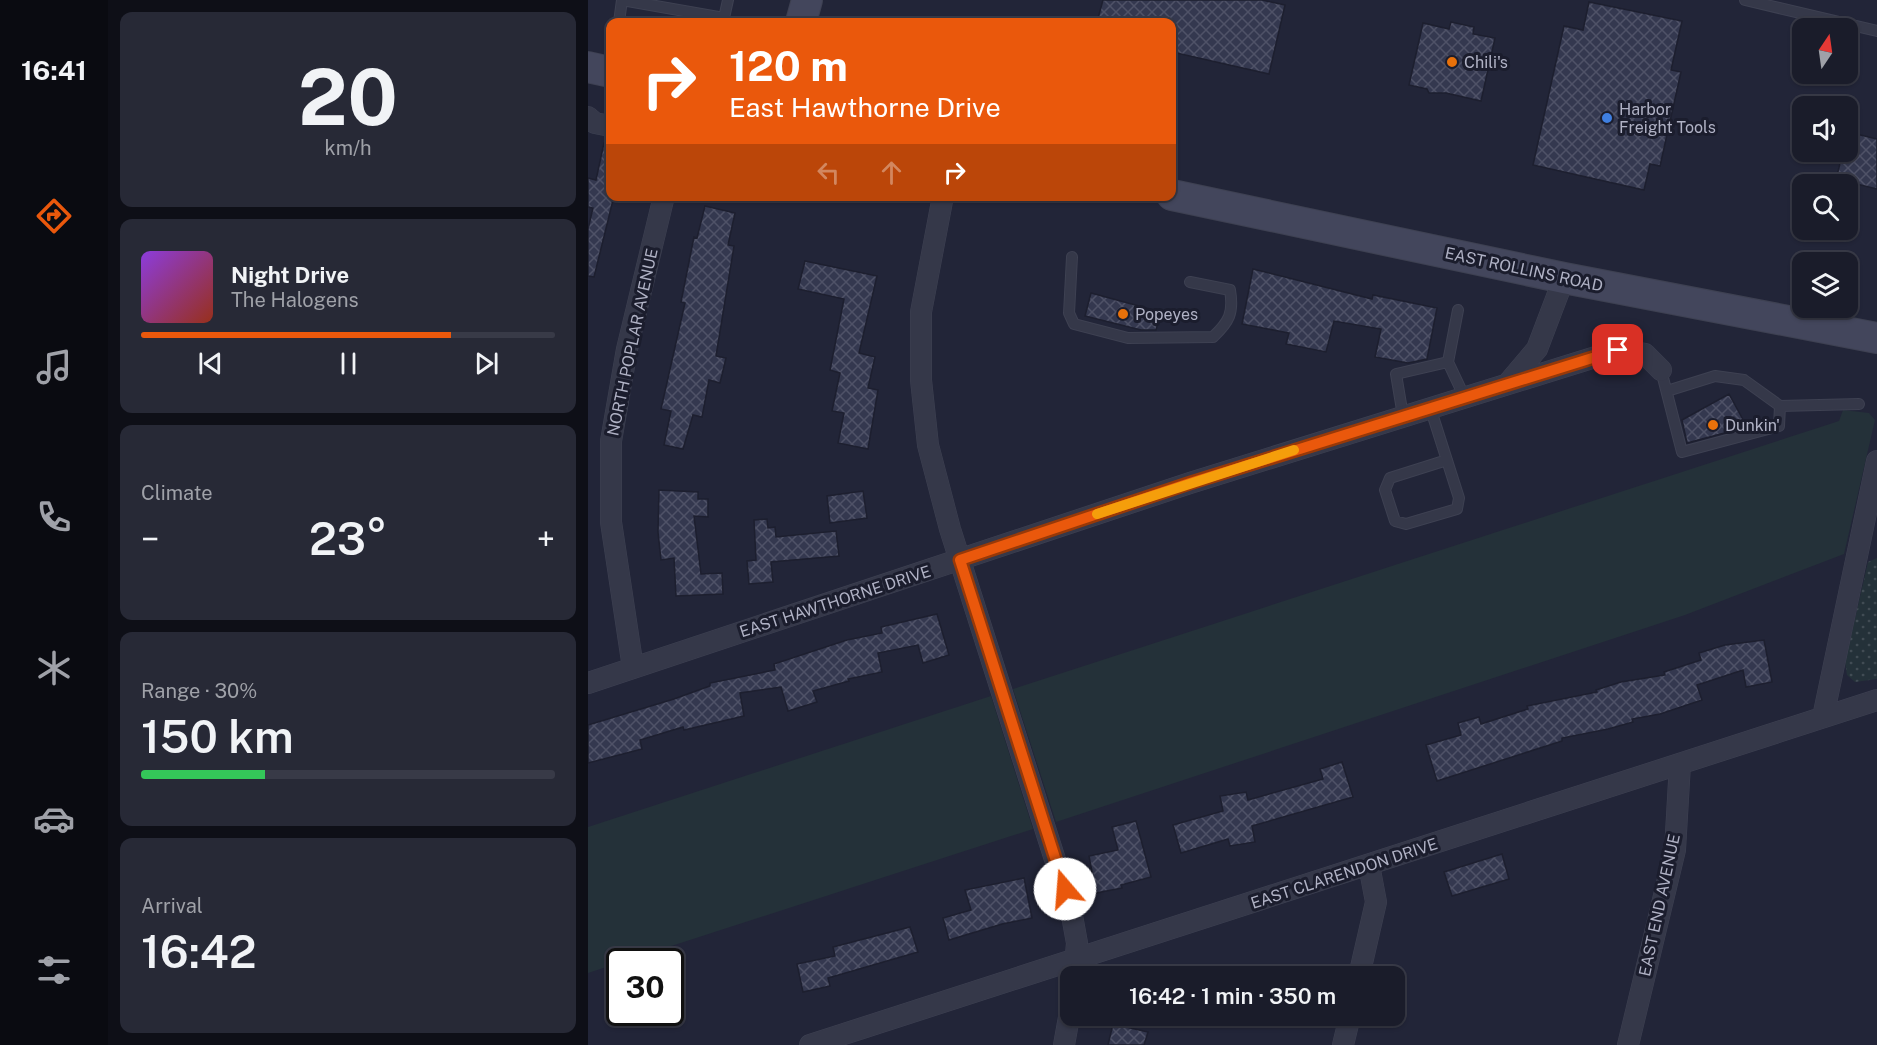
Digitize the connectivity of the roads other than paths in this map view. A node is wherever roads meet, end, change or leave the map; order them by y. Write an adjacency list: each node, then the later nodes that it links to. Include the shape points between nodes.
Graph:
1 (622, 0): 2 (lane, via 724,18); 5 (lane)
2 (728, 0)
3 (807, 0): 6 (main road)
4 (1745, 0): 7 (lane)
5 (619, 18)
6 (802, 18)
7 (1877, 31)
8 (588, 67): 9 (main road)
9 (606, 69)
10 (588, 117): 11 (street)
11 (606, 125)
12 (1176, 196): 16 (main road, EAST ROLLINS ROAD)
13 (663, 201): 32 (street, NORTH POPLAR AVENUE, via 627,349 611,441 611,522)
14 (942, 201): 31 (street, via 921,312 921,380 928,445)
15 (1072, 256): 17 (lane, via 1069,312 1074,324 1128,338 1213,337 1228,323 1233,308 1230,290)
16 (1564, 278): 19 (main road, EAST ROLLINS ROAD); 22 (street, via 1537,348)
17 (1190, 282)
18 (1458, 310): 20 (lane)
19 (1877, 338)
20 (1448, 362): 24 (lane); 28 (lane, via 1396,374)
21 (1661, 370): 22 (street, EAST HAWTHORNE DRIVE, via 1645,354 1618,350); 23 (lane)
22 (1509, 382): 24 (street, EAST HAWTHORNE DRIVE)
23 (1667, 391): 26 (lane, via 1714,376 1744,380); 26 (lane, via 1682,452 1779,426)
24 (1464, 396): 27 (street, EAST HAWTHORNE DRIVE)
25 (1859, 404): 26 (lane)
26 (1780, 406)
27 (1430, 407): 28 (street, EAST HAWTHORNE DRIVE); 29 (lane)
28 (1403, 416): 31 (street, EAST HAWTHORNE DRIVE)
29 (1447, 460): 29 (lane, via 1460,498 1457,509 1406,524 1395,521 1385,490 1390,478)
30 (1877, 461): 35 (street)
31 (960, 560): 32 (street, EAST HAWTHORNE DRIVE); 38 (street, via 1071,910 1077,943)
32 (633, 668): 33 (street, EAST HAWTHORNE DRIVE)
33 (588, 682)
34 (1877, 700): 35 (street, EAST CLARENDON DRIVE)
35 (1823, 717): 36 (street, EAST CLARENDON DRIVE)
36 (1680, 764): 37 (street, EAST CLARENDON DRIVE); 47 (street, EAST END AVENUE, via 1675,850)
37 (1369, 865): 39 (street, EAST CLARENDON DRIVE); 40 (street, via 1376,902)
38 (1075, 966)
39 (1081, 966)
40 (1361, 966)
41 (1060, 972): 44 (street, EAST CLARENDON DRIVE)
42 (1067, 1026): 45 (street)
43 (1347, 1026): 46 (street)
44 (810, 1045)
45 (1064, 1045)
46 (1342, 1045)
47 (1628, 1045)

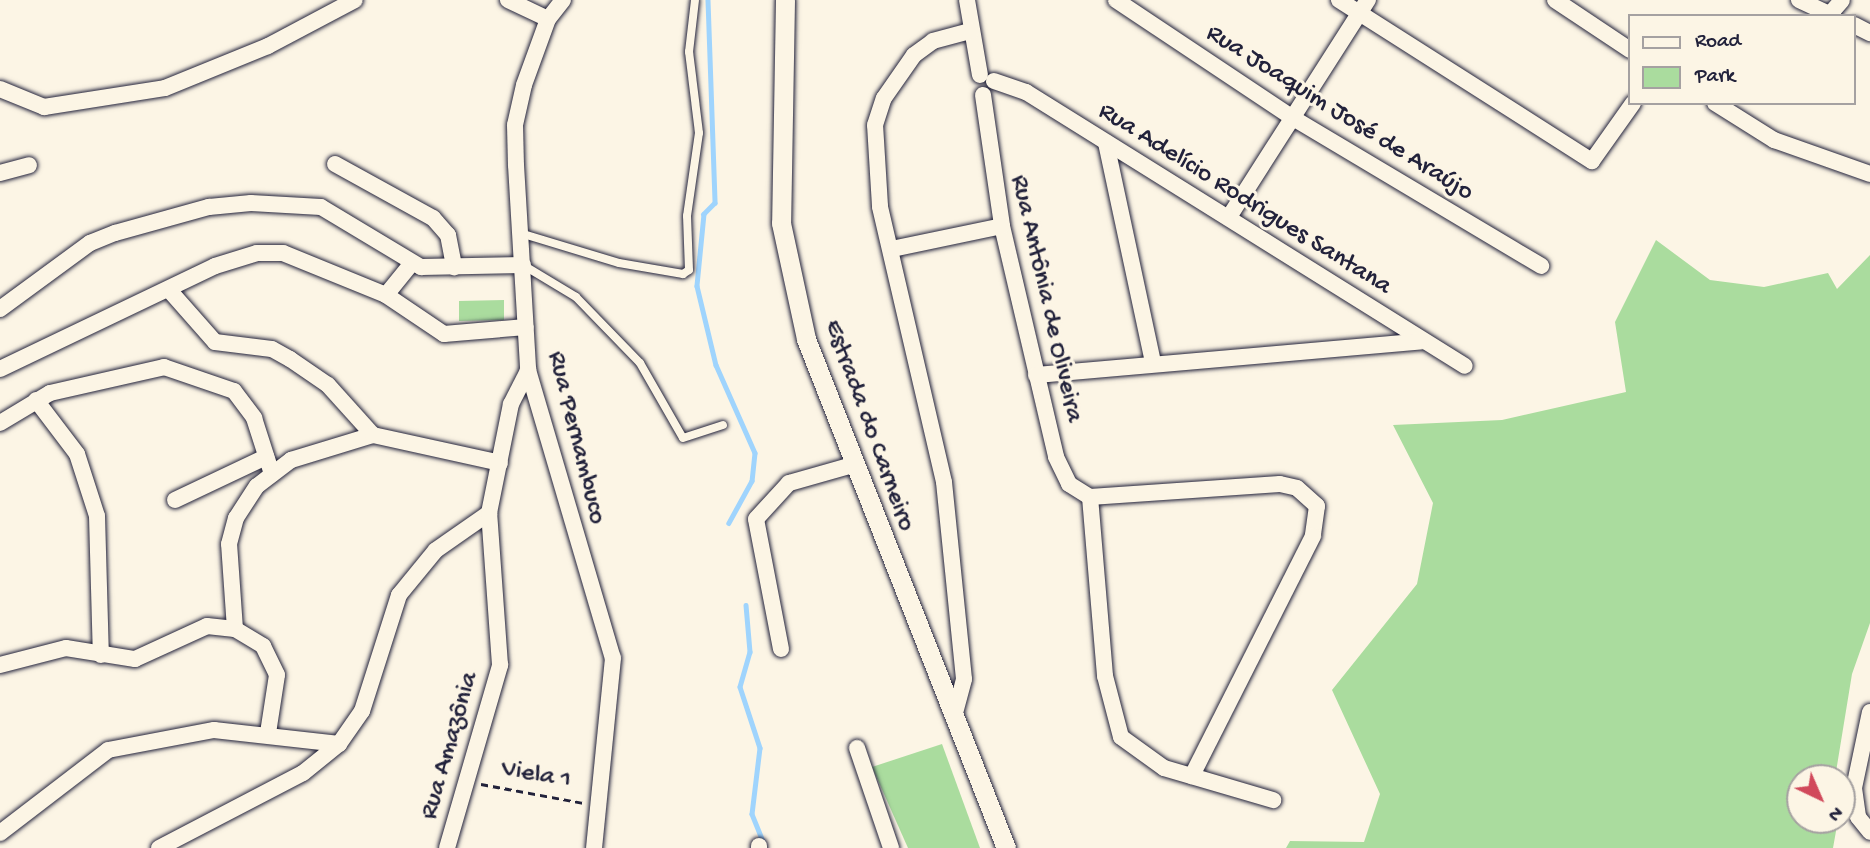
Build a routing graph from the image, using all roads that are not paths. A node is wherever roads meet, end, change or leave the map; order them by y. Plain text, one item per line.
1 (355, 0) edge
2 (508, 0) edge
3 (563, 0) edge
4 (695, 0) edge
5 (785, 0) edge
6 (967, 0) edge
7 (1116, 0) edge
8 (1339, 0) edge
9 (1799, 0) edge
10 (1561, 2) edge
11 (1364, 7) edge
12 (1830, 14) edge
13 (548, 19) junction
14 (971, 32) junction
15 (1629, 49) edge
16 (987, 78) junction
17 (0, 89) edge
18 (1632, 105) edge
19 (1718, 105) edge
20 (1293, 118) junction
21 (1106, 143) junction
22 (335, 164) dead end
23 (29, 165) dead end
24 (0, 173) edge
25 (1870, 174) edge
26 (1229, 217) junction
27 (1002, 226) junction
28 (518, 233) junction
29 (892, 249) junction
30 (411, 264) junction
31 (523, 265) junction
32 (1541, 265) dead end
33 (454, 267) junction
34 (170, 291) junction
35 (386, 295) junction
36 (0, 309) edge
37 (526, 327) junction
38 (1422, 341) junction
39 (1153, 363) junction
40 (1465, 366) dead end
41 (0, 369) edge
42 (528, 370) junction
43 (1036, 375) junction
44 (36, 400) junction
45 (0, 423) edge
46 (723, 425) dead end
47 (373, 435) junction
48 (266, 457) junction
49 (500, 464) junction
50 (856, 464) junction
51 (272, 474) junction
52 (1090, 497) junction
53 (175, 500) dead end
54 (489, 513) junction
55 (235, 629) junction
56 (781, 649) dead end
57 (101, 655) junction
58 (0, 665) edge
59 (956, 712) junction
60 (1870, 712) edge
61 (268, 733) junction
62 (339, 744) junction
63 (857, 748) dead end
64 (1192, 776) junction
65 (1273, 800) dead end
66 (1869, 831) edge
67 (0, 833) edge
68 (159, 848) edge
69 (447, 848) edge
70 (594, 848) edge
71 (891, 848) edge
72 (1006, 848) edge

1 - 17 street
2 - 13 street
3 - 13 street, Rua Pernambuco
4 - 28 lane
5 - 50 street, Estrada do Carneiro
6 - 14 street
7 - 20 street, Rua Joaquim José de Araújo
8 - 11 street
9 - 12 street
10 - 15 street
11 - 18 street
11 - 20 street
13 - 28 street, Rua Pernambuco
14 - 16 street
14 - 29 street
16 - 21 street, Rua Adelício Rodrigues Santana
16 - 27 street, Rua Antônia de Oliveira
19 - 25 street
20 - 26 street
20 - 32 street, Rua Joaquim José de Araújo
21 - 26 street, Rua Adelício Rodrigues Santana
21 - 39 street
22 - 33 street
23 - 24 street
26 - 38 street, Rua Adelício Rodrigues Santana
27 - 29 street
27 - 43 street, Rua Antônia de Oliveira
28 - 31 street, Rua Pernambuco
29 - 59 street
30 - 33 street
30 - 35 street
30 - 36 street
31 - 33 street
31 - 37 street, Rua Pernambuco
31 - 46 lane
34 - 35 street
34 - 41 street
34 - 47 street
35 - 37 street
37 - 42 street, Rua Pernambuco
38 - 39 street
38 - 40 street, Rua Adelício Rodrigues Santana
39 - 43 street
42 - 49 street, Rua Amazônia
42 - 70 street, Rua Pernambuco
43 - 52 street, Rua Antônia de Oliveira
44 - 45 street
44 - 48 street
44 - 57 street
47 - 49 street
47 - 51 street
48 - 51 street
48 - 53 street
49 - 54 street, Rua Amazônia
50 - 56 street
50 - 59 street, Estrada do Carneiro
51 - 55 street
52 - 64 street
52 - 64 street
54 - 62 street
54 - 69 street, Rua Amazônia
55 - 57 street
55 - 61 street
57 - 58 street
59 - 72 street, Estrada do Carneiro
60 - 66 street
61 - 62 street
61 - 67 street
62 - 68 street
63 - 71 street
64 - 65 street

# # # # # # #

• [Aim of the task]:
Look for the word "dead" in the listing above, and copy every line where you find it.

• [Reply to the exercise]:
22 (335, 164) dead end
23 (29, 165) dead end
32 (1541, 265) dead end
40 (1465, 366) dead end
46 (723, 425) dead end
53 (175, 500) dead end
56 (781, 649) dead end
63 (857, 748) dead end
65 (1273, 800) dead end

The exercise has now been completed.